Tuesday, Laurenzi said he was following protocols set by Comprehensive Drug Testing, his employer, in keeping the samples until they could be shipped. He said the samples never left his custody and that no one other than his wife was in his home while the samples were stored.

"Given the lateness of the hour that I completed my collections, there was no FedEx office located within 50 miles of Miller Park that would ship packages that day or Sunday. Therefore, the earliest that the specimens could be shipped was Monday, October 3," Laurenzi said.

"In that circumstance, CDT has instructed collectors since I began in 2005 that they should safeguard the samples in their homes until FedEx is able to immediately ship the sample to the laboratory, rather than having the samples sit for one day or more at a local FedEx office," Laurenzi said in the statement.

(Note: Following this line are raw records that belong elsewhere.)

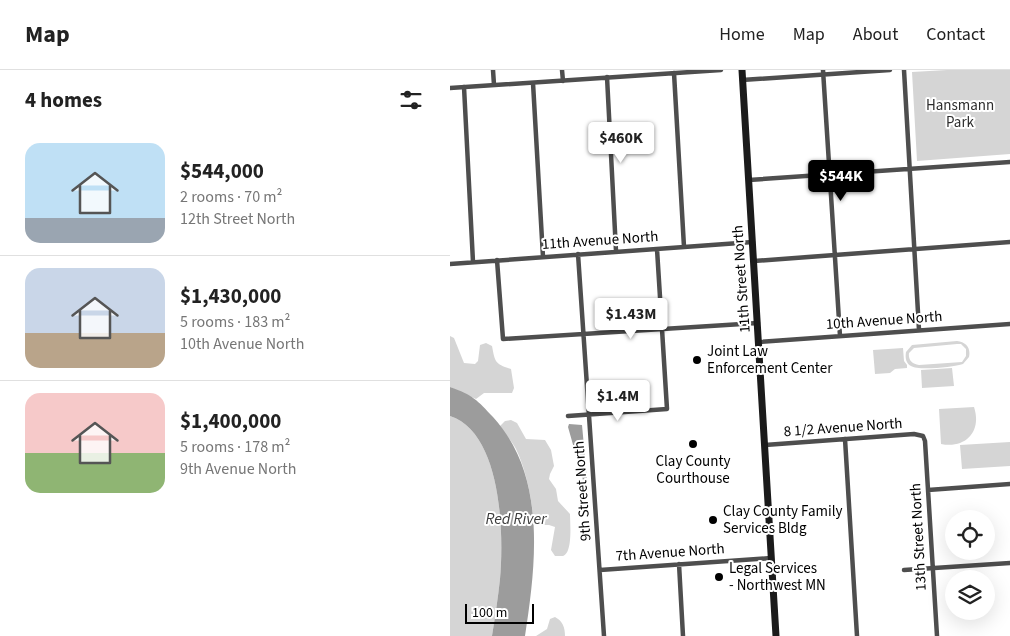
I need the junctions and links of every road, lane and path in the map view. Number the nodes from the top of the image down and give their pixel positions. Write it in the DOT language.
graph roads {
  1 [pos="493,70"];
  2 [pos="562,70"];
  3 [pos="721,70"];
  4 [pos="742,70"];
  5 [pos="890,70"];
  6 [pos="904,70"];
  7 [pos="823,72"];
  8 [pos="674,73"];
  9 [pos="607,77"];
  10 [pos="742,80"];
  11 [pos="563,81"];
  12 [pos="533,83"];
  13 [pos="494,85"];
  14 [pos="450,88"];
  15 [pos="464,88"];
  16 [pos="1010,162"];
  17 [pos="910,169"];
  18 [pos="829,175"];
  19 [pos="749,180"];
  20 [pos="753,242"];
  21 [pos="1010,242"];
  22 [pos="684,247"];
  23 [pos="658,249"];
  24 [pos="914,250"];
  25 [pos="616,251"];
  26 [pos="578,254"];
  27 [pos="835,255"];
  28 [pos="543,257"];
  29 [pos="497,260"];
  30 [pos="754,261"];
  31 [pos="473,262"];
  32 [pos="450,264"];
  33 [pos="758,323"];
  34 [pos="1010,324"];
  35 [pos="662,329"];
  36 [pos="919,330"];
  37 [pos="583,334"];
  38 [pos="840,336"];
  39 [pos="759,342"];
  40 [pos="589,414"];
  41 [pos="568,416"];
  42 [pos="923,436"];
  43 [pos="845,439"];
  44 [pos="765,445"];
  45 [pos="1010,484"];
  46 [pos="928,490"];
  47 [pos="771,558"];
  48 [pos="1010,563"];
  49 [pos="679,564"];
  50 [pos="933,568"];
  51 [pos="600,570"];
  52 [pos="904,570"];
  53 [pos="604,636"];
  54 [pos="683,636"];
  55 [pos="776,636"];
  56 [pos="857,636"];
  57 [pos="937,636"];
  1 -- 13 [label="street"];
  2 -- 11 [label="street"];
  3 -- 8 [label="street"];
  4 -- 10 [label="street, 11th Street North"];
  5 -- 7 [label="street"];
  6 -- 17 [label="street"];
  7 -- 10 [label="street"];
  7 -- 18 [label="street"];
  8 -- 9 [label="street"];
  8 -- 22 [label="street"];
  9 -- 11 [label="street"];
  9 -- 25 [label="street"];
  10 -- 19 [label="street, 11th Street North"];
  11 -- 12 [label="street"];
  12 -- 13 [label="street"];
  12 -- 28 [label="street"];
  13 -- 15 [label="street"];
  14 -- 15 [label="street"];
  15 -- 31 [label="street"];
  16 -- 17 [label="street"];
  17 -- 18 [label="street"];
  17 -- 24 [label="street"];
  18 -- 19 [label="street"];
  18 -- 27 [label="street"];
  19 -- 20 [label="street, 11th Street North"];
  20 -- 22 [label="street, 11th Avenue North"];
  20 -- 30 [label="street, 11th Street North"];
  21 -- 24 [label="street"];
  22 -- 23 [label="street, 11th Avenue North"];
  23 -- 25 [label="street, 11th Avenue North"];
  23 -- 35 [label="street"];
  24 -- 27 [label="street"];
  24 -- 36 [label="street"];
  25 -- 26 [label="street, 11th Avenue North"];
  26 -- 28 [label="street, 11th Avenue North"];
  26 -- 37 [label="street, 9th Street North"];
  27 -- 30 [label="street"];
  27 -- 38 [label="street"];
  28 -- 29 [label="street, 11th Avenue North"];
  29 -- 31 [label="street, 11th Avenue North"];
  29 -- 37 [label="street"];
  30 -- 33 [label="street, 11th Street North"];
  31 -- 32 [label="street, 11th Avenue North"];
  33 -- 35 [label="street"];
  33 -- 39 [label="street, 11th Street North"];
  34 -- 36 [label="street, 10th Avenue North"];
  35 -- 37 [label="street"];
  35 -- 40 [label="street"];
  36 -- 38 [label="street, 10th Avenue North"];
  37 -- 40 [label="street, 9th Street North"];
  38 -- 39 [label="street, 10th Avenue North"];
  39 -- 44 [label="street, 11th Street North"];
  40 -- 41 [label="street"];
  40 -- 51 [label="street, 9th Street North"];
  42 -- 43 [label="street, 8 1/2 Avenue North"];
  42 -- 46 [label="street, 13th Street North"];
  43 -- 44 [label="street, 8 1/2 Avenue North"];
  43 -- 56 [label="street"];
  44 -- 47 [label="street, 11th Street North"];
  45 -- 46 [label="street"];
  46 -- 50 [label="street, 13th Street North"];
  47 -- 49 [label="street, 7th Avenue North"];
  47 -- 55 [label="street, 11th Street North"];
  48 -- 50 [label="street"];
  49 -- 51 [label="street, 7th Avenue North"];
  49 -- 54 [label="street"];
  50 -- 52 [label="street"];
  50 -- 57 [label="street, 13th Street North"];
  51 -- 53 [label="street, 9th Street North"];
}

Laurenzi said in the statement that he stored the samples in a "FedEx Clinic Pack in a Rubbermaid container in my office which is located in my basement. My basement office is sufficiently cool to store urine samples."

He added:
"The protocol has been in place since 2005 when I started with CDT and there have been other occasions when I have had to store samples in my home for at least one day, all without incident."

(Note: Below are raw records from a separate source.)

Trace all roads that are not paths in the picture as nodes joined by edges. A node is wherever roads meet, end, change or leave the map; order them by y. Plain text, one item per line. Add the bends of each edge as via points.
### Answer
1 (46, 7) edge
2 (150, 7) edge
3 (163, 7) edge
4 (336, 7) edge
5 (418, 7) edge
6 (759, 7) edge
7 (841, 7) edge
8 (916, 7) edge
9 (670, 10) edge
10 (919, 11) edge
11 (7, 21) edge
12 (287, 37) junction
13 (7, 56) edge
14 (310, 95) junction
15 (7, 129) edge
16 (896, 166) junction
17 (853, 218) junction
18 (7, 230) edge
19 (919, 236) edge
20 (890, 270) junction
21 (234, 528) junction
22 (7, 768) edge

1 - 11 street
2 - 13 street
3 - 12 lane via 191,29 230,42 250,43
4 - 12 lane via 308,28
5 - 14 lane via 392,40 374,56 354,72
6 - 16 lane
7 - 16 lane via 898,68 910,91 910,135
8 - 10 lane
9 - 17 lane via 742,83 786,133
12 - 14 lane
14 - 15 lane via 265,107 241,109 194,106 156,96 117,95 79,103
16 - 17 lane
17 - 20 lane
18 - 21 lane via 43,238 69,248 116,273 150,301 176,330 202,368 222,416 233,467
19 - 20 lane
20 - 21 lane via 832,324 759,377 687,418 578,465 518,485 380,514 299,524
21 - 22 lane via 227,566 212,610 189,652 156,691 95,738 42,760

Laurenzi said he has been a collector for Comprehensive Drug Testing since 2005, conducting more than 600 collections since then, in addition to postseason collections for five major league teams.

"I followed the same procedure in collecting Mr. Braun's sample as I did in the hundreds of other samples I collected under the program," Laurenzi said of his collection of Braun's urine samples on Oct. 1.

"I sealed the bottles containing Mr. Braun's A and B samples with specially numbered, tamper-resistant seals, and Mr. Braun signed a form certifying, among other things, that the specimens were capped and sealed in his presence and that the specimen identification numbers on the top of the form matched those on the seals."

Although MLB officials would not comment on the record, sources told ESPN legal analyst Lester Munson they are still convinced that the sample tested came from Braun, and that the positive test result was correct. They emphasized that the FedEx package that arrived at the Montreal laboratory handling the test was sealed three times with tamper-proof seals -- one on the box, one on a plastic bag inside the box, and one on the vial that contained the urine.

Information from ESPN legal analyst Lester Munson and ESPN enterprise unit investigative reporters Mark Fainaru-Wada and T.J. Quinn was used in this report.